> REQUIREMENT
Which lines in the entries below contain the string "paths"? Show each of them in full.

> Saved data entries
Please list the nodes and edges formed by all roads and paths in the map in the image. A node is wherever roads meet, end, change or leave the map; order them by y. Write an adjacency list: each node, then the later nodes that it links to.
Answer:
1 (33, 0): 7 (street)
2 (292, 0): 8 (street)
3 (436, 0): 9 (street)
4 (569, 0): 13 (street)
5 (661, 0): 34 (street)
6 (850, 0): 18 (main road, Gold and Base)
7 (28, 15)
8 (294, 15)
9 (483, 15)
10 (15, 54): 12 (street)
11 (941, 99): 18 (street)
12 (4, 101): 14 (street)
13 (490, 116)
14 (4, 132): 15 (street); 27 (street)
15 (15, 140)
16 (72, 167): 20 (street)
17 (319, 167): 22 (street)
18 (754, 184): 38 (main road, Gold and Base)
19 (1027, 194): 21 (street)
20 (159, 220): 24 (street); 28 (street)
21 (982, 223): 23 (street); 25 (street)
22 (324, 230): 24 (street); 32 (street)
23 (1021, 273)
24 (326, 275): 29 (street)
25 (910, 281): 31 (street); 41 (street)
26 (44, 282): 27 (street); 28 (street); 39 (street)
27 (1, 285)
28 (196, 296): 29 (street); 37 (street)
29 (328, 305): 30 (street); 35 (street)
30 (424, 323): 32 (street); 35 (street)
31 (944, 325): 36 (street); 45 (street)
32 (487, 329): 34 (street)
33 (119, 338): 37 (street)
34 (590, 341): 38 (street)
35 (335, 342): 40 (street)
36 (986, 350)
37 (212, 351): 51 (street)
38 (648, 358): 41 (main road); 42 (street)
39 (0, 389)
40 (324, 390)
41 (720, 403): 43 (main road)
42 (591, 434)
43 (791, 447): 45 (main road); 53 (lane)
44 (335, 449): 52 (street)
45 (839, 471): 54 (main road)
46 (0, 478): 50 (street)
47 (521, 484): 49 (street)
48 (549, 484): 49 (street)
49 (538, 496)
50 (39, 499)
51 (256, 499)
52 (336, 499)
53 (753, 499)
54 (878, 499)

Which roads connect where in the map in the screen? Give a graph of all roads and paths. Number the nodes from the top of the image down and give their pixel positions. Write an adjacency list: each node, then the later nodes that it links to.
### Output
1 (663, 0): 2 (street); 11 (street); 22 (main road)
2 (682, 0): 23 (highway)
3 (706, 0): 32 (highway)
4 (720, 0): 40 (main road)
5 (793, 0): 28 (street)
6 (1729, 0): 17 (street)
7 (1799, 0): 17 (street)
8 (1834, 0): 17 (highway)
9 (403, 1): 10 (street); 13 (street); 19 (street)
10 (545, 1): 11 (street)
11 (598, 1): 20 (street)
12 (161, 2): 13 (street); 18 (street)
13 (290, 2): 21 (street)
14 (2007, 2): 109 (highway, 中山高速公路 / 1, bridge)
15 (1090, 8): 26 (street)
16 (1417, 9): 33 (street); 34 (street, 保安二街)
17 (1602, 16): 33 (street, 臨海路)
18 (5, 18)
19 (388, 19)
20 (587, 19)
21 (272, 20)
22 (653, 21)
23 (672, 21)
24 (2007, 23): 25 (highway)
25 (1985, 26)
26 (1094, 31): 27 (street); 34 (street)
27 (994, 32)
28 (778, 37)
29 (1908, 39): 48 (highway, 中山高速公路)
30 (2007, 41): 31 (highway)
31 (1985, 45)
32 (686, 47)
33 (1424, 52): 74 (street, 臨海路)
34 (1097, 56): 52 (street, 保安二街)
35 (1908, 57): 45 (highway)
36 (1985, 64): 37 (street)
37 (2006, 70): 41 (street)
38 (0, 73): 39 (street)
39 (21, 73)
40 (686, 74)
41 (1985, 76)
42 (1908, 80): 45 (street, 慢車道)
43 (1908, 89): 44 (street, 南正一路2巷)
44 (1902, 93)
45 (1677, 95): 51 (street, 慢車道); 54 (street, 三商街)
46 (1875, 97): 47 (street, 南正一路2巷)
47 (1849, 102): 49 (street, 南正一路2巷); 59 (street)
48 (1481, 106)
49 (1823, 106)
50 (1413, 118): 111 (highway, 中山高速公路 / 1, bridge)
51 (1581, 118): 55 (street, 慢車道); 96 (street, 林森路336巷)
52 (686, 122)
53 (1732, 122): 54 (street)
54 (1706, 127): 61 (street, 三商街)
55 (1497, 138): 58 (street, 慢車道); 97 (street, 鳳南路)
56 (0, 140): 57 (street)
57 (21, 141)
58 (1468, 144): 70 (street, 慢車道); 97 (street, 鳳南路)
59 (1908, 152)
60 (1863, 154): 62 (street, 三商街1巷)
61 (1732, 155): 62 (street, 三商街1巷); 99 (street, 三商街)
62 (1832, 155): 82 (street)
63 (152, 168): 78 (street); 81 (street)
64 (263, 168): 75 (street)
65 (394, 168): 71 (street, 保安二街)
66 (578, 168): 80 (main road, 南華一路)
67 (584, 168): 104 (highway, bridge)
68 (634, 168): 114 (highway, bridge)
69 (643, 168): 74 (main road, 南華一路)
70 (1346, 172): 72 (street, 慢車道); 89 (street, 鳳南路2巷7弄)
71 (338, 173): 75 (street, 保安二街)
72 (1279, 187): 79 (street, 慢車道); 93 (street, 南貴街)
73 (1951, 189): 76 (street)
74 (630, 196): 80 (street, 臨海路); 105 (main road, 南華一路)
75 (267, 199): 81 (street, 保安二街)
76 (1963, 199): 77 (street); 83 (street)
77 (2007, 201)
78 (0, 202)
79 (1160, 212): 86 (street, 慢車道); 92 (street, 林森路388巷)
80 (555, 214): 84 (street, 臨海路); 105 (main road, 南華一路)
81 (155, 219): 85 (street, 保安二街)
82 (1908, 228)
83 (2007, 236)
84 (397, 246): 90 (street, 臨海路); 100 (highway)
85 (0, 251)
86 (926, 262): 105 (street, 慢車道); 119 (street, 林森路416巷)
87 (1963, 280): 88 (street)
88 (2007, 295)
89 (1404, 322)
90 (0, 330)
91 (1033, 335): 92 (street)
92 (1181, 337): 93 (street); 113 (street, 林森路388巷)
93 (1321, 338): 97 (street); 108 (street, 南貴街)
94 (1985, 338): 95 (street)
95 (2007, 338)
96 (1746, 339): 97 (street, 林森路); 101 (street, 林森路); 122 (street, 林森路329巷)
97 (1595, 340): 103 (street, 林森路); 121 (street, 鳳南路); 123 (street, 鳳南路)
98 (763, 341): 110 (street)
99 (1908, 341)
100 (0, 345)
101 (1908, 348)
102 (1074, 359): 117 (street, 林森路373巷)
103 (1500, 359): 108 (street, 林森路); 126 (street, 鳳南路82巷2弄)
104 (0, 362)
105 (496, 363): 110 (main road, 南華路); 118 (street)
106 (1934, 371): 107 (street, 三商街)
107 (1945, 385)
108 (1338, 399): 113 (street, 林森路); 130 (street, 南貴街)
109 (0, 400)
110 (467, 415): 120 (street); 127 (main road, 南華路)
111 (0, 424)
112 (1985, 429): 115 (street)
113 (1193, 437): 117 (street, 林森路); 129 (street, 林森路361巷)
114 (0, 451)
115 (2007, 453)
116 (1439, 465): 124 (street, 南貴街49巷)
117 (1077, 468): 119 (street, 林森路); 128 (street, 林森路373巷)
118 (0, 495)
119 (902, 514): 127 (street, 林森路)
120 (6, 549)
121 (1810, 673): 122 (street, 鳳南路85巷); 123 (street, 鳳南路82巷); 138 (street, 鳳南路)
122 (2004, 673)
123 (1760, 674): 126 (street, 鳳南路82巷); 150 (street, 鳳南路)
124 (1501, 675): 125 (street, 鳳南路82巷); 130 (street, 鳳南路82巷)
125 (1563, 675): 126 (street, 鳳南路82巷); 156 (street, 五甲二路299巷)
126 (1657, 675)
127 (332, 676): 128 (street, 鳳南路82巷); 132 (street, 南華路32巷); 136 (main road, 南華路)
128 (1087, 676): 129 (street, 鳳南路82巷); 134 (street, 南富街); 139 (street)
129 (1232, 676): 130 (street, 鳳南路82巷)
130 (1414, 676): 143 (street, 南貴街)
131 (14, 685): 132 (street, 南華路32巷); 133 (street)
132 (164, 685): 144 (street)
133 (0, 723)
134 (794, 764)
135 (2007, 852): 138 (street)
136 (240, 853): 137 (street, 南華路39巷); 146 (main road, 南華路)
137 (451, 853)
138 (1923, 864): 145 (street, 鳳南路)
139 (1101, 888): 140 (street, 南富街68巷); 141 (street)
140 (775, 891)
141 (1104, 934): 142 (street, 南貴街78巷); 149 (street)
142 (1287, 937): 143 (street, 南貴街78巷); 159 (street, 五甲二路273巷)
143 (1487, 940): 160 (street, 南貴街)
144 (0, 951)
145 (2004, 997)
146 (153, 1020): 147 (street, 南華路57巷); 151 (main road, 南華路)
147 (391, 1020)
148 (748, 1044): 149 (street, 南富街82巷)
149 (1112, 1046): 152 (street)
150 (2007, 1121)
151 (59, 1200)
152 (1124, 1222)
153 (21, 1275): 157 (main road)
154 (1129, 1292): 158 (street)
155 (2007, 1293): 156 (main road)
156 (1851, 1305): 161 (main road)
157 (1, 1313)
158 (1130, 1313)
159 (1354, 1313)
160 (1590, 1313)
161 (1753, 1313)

> EXPECTED ANSWER
Please list the nodes and edges formed by all roads and paths in the map in the image. A node is wherever roads meet, end, change or leave the map; order them by y. Write an adjacency list: each node, then the later nodes that it links to.
Which roads connect where in the map in the screen? Give a graph of all roads and paths. Number the nodes from the top of the image down and give their pixel positions. Write an adjacency list: each node, then the later nodes that it links to.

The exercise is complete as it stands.